L'inquiétude qui règne aujourd'hui dans Erevan
enfle de jour en jour. Les esprits les plus lucides sont profondément
troublés par les revendications radicalement opposées des
deux principales tendances. On serait tenté de voir dans les arrestations
des uns, les vociférations des autres et les allergies des uns à
l'égard des autres les éléments préliminaires
d'une guerre civile. Le gouvernement réitère les mises en
garde, la télévision publique passe en boucle les propos de
personnes exaspérées par les aspects sauvages des contestations
qui s'expriment chaque jour, 24 heures sur 24, Place de la Liberté,
montrant que sa patience est à bout.
De fait, les instances les plus à même de favoriser
la concorde civile à l'occasion des élections présidentielles
ont obtenu l'effet inverse. À son corps défendant, l'OSCE
ne serait pas étrangère au chaos dans lequel se trouve aujourd'hui
l'opinion publique. Les observateurs étrangers ont perdu toute crédibilité
aux yeux de l'opposition, qui se sont affirmés résolument
moins du côté des gagnants qu'en faveur d'une pacification
des esprits. Or, l'astuce du pouvoir, qui n'est pas à une manipulation
près, consiste à utiliser ce " penchant à la pacification
" des observateurs, exploitant les aspects positifs des conclusions
de l'OSCE en négligeant sciemment leur partie critique. Robert Kotcharian
s'en est gargarisé à loisir dans sa télévision,
oubliant que la censure des médias, l'intimidation à l'égard
des électeurs, l'achat de bulletins, etc. avaient fait l'objet de
vives réticences de la part des observateurs internationaux.
C'était ne pas compter avec la protestation des organisations
locales suivantes : le Comité de Protection de la Liberté
d'expression, Comité Helsinki pour l'Arménie, la Délégation
de Vanadzor de l'Assemblée des Citoyens d'Helsinki, le Club "
Asparez " des Journalistes, l'ONG de soutien aux médias "

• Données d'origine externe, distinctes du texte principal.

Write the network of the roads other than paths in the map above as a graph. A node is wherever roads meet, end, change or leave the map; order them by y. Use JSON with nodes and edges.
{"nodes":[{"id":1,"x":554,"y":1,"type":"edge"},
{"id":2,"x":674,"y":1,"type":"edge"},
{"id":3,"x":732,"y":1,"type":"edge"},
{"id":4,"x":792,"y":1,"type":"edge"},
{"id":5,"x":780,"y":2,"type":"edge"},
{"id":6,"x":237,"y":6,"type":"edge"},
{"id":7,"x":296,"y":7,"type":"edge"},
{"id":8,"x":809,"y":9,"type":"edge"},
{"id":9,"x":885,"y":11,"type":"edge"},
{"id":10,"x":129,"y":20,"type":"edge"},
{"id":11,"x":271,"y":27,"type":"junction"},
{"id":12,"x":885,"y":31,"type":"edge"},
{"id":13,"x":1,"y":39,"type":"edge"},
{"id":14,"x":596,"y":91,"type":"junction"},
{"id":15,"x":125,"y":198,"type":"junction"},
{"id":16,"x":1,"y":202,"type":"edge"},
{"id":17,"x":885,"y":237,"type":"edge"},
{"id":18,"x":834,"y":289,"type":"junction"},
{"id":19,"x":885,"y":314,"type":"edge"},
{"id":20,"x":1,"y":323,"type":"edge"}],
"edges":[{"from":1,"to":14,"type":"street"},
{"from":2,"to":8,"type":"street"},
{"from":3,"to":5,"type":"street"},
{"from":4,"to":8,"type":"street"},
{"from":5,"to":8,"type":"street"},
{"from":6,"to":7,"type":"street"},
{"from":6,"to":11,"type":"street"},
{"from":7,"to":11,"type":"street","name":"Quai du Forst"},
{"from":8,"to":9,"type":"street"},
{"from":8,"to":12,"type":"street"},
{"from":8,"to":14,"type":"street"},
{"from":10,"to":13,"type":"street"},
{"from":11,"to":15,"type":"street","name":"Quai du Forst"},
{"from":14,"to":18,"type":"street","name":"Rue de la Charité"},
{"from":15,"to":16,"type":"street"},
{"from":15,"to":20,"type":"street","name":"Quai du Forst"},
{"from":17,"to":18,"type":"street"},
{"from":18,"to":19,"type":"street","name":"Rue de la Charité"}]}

Internews-Armenia ", l'Institut pour la Pluralité des Médias,
la Fondation d'aide Institut pour une Société Ouverte - Arménie,
le Centre anti-Corruption de Transparency International et le Club de la
Presse d'Erevan. Loin de s'en prendre aux observateurs eux-mêmes,
ces organisations dénoncent le profond décalage entre les
fraudes constatées et la déclaration partiale du président
selon laquelle l'Arménie aurait accompli un progrès démocratique
à l'occasion de ces élections.
Or, au lendemain des élections, Lévon Ter-Petrossian
s'en est pris directement aux observateurs internationaux déclarant
qu'il les tenait en partie pour responsables des fraudes ayant eu lieu le
jour du scrutin. En réalité, si les observateurs électoraux
de l'ODIHR (Office pour les Institutions Démocratiques et les Droits
de l'Homme) de l'OSCE, de l'Assemblée parlementaire de l'OSCE, de
l'Assemblée parlementaire du Conseil de l'Europe, et du Parlement
Européen, ont estimé que les deux scrutins de Géorgie
et d'Arménie avaient " été plutôt conformes
aux engagements internationaux " souscrits par leurs gouvernements
respectifs, ils s'étaient empressés d'ajouter qu'ils se trouvaient
devant des " défis significatifs" à traiter de manière
urgente.
Est-ce à dire que les observateurs ont été
pris au piège par les pouvoirs en place ? S'ils avaient pour mission
avant tout de préserver la paix civile, on peut croire qu'ils ont
bel et bien échoué. Or, la crise que traverse actuellement
l'Office n'est pas sans rapport avec les élections de Géorgie
et d'Arménie dont les présidents " prévisibles
" sont sortis vainqueurs : le 5 janvier, Mikheil Saakashvili, avec
53,5 % des voix, le 19 février, Serge Sarkissian, avec près
de 53 % des suffrages. En Géorgie, l'opposition n'est pas allé
jusqu'au bout de son projet de grève de la faim à l'échelle
nationale tandis qu'en Arménie des manifestants occupent sans relâche
le centre ville, levant le poing contre le gouvernement dont l'installation
est jugée illégale.
Cette situation est d'autant plus instable en Arménie
que Lévon Ter-Petrossian ne semble pas être en mesure de faire
des concessions à un Kotcharian et à un Sarkissian dont il
dénonce quotidiennement les pratiques dictatoriales et antidémocratiques.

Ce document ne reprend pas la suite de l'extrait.